▸ **Records supplied**
· · ·

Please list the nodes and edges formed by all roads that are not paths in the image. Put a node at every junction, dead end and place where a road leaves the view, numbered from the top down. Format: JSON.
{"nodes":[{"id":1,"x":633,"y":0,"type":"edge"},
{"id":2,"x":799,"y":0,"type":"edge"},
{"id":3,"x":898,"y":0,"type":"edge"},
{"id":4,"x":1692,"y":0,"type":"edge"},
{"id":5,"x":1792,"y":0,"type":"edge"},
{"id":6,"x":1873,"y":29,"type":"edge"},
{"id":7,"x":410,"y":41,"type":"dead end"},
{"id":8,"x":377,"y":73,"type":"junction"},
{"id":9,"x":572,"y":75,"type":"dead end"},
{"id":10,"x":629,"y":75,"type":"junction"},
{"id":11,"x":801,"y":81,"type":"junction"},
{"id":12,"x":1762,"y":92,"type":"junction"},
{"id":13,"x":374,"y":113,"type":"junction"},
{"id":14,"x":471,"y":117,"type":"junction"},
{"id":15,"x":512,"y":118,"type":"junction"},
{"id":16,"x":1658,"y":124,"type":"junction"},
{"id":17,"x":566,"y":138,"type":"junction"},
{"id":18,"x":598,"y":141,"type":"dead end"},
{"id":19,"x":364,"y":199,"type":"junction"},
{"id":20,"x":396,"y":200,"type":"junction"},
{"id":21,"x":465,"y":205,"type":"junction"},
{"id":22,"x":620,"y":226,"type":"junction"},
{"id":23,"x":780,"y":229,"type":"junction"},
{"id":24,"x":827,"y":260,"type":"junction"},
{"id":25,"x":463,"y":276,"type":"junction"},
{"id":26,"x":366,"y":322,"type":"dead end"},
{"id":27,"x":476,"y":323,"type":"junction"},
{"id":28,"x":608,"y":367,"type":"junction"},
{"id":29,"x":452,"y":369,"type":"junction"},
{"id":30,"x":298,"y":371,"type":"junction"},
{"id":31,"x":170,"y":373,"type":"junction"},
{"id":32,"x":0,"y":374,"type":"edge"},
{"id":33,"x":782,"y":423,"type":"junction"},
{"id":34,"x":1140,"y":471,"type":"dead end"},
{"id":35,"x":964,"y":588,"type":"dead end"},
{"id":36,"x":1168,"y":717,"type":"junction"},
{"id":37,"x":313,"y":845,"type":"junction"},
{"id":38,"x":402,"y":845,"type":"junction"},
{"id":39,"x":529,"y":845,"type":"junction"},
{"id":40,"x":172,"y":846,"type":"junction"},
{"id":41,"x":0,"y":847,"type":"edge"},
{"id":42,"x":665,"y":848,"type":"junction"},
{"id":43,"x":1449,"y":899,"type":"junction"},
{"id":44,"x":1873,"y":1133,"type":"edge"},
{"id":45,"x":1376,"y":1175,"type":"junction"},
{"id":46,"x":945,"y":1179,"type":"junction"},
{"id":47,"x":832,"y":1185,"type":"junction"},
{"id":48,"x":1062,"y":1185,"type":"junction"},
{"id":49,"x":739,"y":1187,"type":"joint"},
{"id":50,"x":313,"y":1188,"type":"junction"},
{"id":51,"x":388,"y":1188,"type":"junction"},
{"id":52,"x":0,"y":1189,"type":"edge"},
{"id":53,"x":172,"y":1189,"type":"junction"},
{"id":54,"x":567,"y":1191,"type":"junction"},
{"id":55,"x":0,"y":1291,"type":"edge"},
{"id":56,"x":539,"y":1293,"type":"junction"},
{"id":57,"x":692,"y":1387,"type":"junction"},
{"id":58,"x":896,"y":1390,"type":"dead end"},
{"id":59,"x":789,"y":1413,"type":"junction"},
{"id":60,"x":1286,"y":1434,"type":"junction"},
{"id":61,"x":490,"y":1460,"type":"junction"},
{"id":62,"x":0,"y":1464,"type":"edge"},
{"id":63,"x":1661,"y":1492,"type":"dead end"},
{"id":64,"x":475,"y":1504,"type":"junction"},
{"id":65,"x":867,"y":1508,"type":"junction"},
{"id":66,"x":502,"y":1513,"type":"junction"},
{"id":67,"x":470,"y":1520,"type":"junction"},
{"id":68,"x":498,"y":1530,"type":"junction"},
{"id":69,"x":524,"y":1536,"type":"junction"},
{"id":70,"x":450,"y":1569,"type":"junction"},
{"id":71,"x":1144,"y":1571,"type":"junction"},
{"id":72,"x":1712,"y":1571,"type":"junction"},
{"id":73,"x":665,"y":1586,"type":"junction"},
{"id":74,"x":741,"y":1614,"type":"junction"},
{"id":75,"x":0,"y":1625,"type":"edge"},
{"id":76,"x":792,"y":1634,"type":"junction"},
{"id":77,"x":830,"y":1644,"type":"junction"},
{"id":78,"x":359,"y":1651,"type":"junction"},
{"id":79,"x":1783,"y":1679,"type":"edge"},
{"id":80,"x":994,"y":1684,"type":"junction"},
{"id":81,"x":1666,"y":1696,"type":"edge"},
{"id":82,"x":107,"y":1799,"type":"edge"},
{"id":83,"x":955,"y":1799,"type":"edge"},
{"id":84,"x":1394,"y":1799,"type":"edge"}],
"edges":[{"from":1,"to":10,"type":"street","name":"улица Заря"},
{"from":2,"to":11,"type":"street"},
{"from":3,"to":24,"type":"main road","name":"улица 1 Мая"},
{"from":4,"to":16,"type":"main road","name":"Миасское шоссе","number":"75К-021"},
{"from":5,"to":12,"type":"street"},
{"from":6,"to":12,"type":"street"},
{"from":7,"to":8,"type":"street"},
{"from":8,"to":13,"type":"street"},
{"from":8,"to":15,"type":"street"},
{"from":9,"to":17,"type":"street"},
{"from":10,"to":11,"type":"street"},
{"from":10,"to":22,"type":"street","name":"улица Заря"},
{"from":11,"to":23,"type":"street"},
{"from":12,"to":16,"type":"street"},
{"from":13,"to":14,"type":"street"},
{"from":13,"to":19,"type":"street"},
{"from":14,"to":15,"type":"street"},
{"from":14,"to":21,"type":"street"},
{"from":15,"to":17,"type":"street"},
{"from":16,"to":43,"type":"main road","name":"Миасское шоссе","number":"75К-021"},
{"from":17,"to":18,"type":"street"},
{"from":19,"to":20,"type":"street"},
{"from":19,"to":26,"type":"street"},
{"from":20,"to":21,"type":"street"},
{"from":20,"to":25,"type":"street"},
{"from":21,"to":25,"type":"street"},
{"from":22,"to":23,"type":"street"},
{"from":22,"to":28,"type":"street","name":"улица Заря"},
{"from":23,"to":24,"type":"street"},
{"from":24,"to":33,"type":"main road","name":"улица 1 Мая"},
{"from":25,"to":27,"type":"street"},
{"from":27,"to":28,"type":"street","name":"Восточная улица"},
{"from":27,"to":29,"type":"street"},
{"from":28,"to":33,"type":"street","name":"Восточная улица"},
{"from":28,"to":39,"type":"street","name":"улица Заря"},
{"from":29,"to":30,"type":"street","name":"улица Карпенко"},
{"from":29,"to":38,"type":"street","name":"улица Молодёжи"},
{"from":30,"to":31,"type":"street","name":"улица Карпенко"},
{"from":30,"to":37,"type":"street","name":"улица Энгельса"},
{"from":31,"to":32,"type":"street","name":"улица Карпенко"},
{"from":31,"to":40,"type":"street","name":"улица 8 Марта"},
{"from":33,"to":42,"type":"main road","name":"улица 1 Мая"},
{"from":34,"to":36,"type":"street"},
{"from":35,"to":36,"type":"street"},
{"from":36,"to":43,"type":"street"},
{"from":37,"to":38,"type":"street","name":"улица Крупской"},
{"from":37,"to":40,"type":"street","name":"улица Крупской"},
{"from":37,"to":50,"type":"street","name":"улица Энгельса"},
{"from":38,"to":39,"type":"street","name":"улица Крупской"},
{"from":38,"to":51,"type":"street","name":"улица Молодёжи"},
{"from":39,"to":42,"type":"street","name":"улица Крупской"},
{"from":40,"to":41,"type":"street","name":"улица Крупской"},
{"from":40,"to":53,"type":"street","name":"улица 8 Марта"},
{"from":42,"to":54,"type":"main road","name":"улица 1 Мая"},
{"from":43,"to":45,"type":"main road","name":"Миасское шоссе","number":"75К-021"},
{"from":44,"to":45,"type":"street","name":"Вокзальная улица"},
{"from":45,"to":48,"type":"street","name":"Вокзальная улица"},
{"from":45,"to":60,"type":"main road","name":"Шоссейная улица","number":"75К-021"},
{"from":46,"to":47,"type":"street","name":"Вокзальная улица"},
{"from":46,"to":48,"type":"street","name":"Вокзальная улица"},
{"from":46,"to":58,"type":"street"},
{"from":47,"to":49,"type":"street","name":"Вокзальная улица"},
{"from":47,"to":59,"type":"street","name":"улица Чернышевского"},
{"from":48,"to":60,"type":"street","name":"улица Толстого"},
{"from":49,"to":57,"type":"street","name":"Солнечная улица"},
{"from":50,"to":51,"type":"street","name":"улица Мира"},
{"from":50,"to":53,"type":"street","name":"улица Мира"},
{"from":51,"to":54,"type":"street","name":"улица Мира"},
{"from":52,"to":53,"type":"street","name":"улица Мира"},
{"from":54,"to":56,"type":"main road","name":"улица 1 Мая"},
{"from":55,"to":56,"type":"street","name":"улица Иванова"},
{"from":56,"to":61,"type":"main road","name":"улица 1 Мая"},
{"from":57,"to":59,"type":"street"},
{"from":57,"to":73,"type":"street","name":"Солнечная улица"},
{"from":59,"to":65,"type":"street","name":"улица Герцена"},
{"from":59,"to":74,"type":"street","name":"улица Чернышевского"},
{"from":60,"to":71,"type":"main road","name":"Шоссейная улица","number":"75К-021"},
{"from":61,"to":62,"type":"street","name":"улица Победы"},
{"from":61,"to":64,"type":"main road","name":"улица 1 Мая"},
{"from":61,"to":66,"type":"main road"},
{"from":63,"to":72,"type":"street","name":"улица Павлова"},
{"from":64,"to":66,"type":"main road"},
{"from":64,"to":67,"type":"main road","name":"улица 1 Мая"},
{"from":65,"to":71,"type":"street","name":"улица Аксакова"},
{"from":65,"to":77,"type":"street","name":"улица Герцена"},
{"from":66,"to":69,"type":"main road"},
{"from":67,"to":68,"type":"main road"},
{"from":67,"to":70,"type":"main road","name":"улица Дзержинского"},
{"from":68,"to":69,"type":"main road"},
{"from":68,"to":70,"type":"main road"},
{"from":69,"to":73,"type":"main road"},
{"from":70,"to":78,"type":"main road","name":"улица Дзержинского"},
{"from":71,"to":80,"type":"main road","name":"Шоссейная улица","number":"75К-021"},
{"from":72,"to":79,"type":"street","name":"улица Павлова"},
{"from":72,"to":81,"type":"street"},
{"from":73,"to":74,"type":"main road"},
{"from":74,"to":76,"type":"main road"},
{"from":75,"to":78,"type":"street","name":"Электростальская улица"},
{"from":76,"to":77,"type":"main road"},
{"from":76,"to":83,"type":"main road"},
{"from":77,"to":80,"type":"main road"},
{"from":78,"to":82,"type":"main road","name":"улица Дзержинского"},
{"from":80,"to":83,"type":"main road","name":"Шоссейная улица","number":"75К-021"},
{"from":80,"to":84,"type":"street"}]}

· · ·

▸ **Task**
Lines with the word "Энгельса": copy each one from the data above.

▸ **Exercise answer**
{"from":30,"to":37,"type":"street","name":"улица Энгельса"},
{"from":37,"to":50,"type":"street","name":"улица Энгельса"},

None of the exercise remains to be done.